── Entries provided
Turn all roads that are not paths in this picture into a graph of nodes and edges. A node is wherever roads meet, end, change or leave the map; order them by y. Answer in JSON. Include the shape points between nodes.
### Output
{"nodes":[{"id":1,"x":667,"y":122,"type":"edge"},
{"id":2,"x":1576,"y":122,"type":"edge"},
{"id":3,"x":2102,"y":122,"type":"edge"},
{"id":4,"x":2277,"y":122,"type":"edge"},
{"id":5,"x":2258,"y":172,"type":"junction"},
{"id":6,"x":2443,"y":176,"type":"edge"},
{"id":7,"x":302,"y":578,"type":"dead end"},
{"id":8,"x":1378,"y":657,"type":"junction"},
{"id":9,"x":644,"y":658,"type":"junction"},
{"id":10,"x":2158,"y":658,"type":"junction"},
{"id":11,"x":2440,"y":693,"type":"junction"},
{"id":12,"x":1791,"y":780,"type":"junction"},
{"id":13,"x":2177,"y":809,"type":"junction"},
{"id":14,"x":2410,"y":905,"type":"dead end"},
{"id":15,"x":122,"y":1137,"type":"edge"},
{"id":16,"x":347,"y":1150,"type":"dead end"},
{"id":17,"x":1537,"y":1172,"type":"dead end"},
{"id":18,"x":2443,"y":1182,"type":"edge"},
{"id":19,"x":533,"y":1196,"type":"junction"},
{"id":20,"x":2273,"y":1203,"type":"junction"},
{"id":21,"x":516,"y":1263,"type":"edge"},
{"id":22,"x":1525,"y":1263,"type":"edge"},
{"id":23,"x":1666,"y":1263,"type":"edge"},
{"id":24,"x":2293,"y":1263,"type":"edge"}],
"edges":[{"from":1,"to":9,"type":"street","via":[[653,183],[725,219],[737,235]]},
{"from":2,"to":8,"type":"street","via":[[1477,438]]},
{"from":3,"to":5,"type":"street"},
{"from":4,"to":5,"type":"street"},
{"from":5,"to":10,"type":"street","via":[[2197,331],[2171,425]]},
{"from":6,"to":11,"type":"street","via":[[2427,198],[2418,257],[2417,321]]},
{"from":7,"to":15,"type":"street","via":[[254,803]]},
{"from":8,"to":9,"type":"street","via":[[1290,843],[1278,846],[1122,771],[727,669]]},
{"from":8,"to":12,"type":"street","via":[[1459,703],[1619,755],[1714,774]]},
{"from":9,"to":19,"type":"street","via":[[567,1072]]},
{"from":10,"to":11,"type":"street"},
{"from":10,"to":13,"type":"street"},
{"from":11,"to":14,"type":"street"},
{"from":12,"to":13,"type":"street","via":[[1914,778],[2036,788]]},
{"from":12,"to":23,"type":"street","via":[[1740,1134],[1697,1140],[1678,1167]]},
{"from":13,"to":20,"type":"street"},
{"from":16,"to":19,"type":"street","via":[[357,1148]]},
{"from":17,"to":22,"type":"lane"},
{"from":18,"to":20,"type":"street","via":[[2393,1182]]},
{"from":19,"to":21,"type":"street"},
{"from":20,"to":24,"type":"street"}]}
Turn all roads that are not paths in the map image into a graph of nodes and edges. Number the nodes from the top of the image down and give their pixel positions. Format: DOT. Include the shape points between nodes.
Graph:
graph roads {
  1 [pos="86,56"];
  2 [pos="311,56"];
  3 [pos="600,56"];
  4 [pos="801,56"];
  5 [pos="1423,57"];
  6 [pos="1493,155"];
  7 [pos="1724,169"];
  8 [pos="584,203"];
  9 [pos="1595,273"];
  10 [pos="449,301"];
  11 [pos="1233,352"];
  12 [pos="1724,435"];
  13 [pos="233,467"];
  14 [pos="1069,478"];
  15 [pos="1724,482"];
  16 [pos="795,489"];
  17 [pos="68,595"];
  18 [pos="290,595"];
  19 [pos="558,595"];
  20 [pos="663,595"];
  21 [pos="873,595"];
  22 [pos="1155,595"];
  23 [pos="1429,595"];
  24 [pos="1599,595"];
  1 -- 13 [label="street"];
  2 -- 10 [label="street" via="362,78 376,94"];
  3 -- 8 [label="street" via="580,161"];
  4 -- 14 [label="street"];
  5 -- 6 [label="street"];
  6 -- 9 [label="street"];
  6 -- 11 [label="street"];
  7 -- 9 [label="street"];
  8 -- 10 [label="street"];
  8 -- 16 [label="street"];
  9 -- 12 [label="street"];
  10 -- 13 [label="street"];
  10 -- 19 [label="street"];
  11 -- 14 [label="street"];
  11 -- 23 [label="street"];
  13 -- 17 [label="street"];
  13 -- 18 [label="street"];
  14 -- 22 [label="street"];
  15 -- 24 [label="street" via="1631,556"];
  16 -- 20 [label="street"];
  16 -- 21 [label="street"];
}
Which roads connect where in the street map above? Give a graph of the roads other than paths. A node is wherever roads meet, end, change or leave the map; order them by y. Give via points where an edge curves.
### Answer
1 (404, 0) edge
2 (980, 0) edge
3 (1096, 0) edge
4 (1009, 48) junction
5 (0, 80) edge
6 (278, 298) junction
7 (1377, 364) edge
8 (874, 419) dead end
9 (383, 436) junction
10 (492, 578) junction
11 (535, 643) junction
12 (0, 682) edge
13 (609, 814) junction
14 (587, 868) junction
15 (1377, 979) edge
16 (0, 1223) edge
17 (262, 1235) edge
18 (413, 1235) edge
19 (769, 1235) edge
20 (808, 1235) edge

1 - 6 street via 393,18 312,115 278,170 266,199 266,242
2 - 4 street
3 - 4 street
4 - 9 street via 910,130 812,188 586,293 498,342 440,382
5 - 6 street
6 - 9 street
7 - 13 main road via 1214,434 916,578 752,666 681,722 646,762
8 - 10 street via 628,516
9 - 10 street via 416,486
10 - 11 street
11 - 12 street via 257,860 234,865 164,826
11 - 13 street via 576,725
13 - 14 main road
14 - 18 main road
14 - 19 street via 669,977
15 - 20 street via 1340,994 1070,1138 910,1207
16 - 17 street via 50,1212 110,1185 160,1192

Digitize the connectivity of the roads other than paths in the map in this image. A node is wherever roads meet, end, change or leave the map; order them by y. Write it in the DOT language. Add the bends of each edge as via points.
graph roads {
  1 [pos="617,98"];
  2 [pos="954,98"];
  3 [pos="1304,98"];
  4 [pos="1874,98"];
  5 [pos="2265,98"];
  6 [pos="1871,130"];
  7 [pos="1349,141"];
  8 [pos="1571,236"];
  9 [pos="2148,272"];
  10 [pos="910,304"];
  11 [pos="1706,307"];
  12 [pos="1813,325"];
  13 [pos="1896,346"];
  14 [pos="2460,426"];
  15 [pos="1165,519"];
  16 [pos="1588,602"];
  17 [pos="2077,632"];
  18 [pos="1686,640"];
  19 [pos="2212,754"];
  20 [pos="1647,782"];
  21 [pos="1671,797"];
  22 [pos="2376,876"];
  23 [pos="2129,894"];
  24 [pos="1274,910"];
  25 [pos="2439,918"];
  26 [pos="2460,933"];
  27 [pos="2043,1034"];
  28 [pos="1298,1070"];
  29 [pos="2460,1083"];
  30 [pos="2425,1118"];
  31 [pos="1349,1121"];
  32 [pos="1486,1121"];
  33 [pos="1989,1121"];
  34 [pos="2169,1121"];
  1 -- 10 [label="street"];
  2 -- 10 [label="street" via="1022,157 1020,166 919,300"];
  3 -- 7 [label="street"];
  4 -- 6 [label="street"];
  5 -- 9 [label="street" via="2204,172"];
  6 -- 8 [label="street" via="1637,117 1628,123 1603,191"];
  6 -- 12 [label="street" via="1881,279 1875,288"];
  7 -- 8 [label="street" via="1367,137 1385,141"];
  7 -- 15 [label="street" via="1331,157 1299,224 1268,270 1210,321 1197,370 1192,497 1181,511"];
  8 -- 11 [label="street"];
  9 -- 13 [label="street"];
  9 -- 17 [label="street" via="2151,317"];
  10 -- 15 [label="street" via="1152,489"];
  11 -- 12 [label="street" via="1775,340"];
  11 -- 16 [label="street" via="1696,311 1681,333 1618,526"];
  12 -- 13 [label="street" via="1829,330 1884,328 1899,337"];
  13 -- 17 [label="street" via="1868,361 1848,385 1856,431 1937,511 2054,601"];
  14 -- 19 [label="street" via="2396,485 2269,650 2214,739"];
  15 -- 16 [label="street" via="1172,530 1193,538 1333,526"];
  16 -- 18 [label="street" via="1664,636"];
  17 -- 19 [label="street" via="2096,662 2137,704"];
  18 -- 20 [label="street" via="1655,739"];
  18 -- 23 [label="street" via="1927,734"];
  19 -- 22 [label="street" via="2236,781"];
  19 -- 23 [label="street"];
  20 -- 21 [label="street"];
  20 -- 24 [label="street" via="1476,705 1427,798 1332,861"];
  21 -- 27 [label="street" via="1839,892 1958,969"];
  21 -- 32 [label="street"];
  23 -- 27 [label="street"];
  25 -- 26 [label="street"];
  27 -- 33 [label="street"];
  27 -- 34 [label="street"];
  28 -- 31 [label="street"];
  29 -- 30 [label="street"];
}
────
Using the records above, report how many lines include "Turn", with no words around the number.

2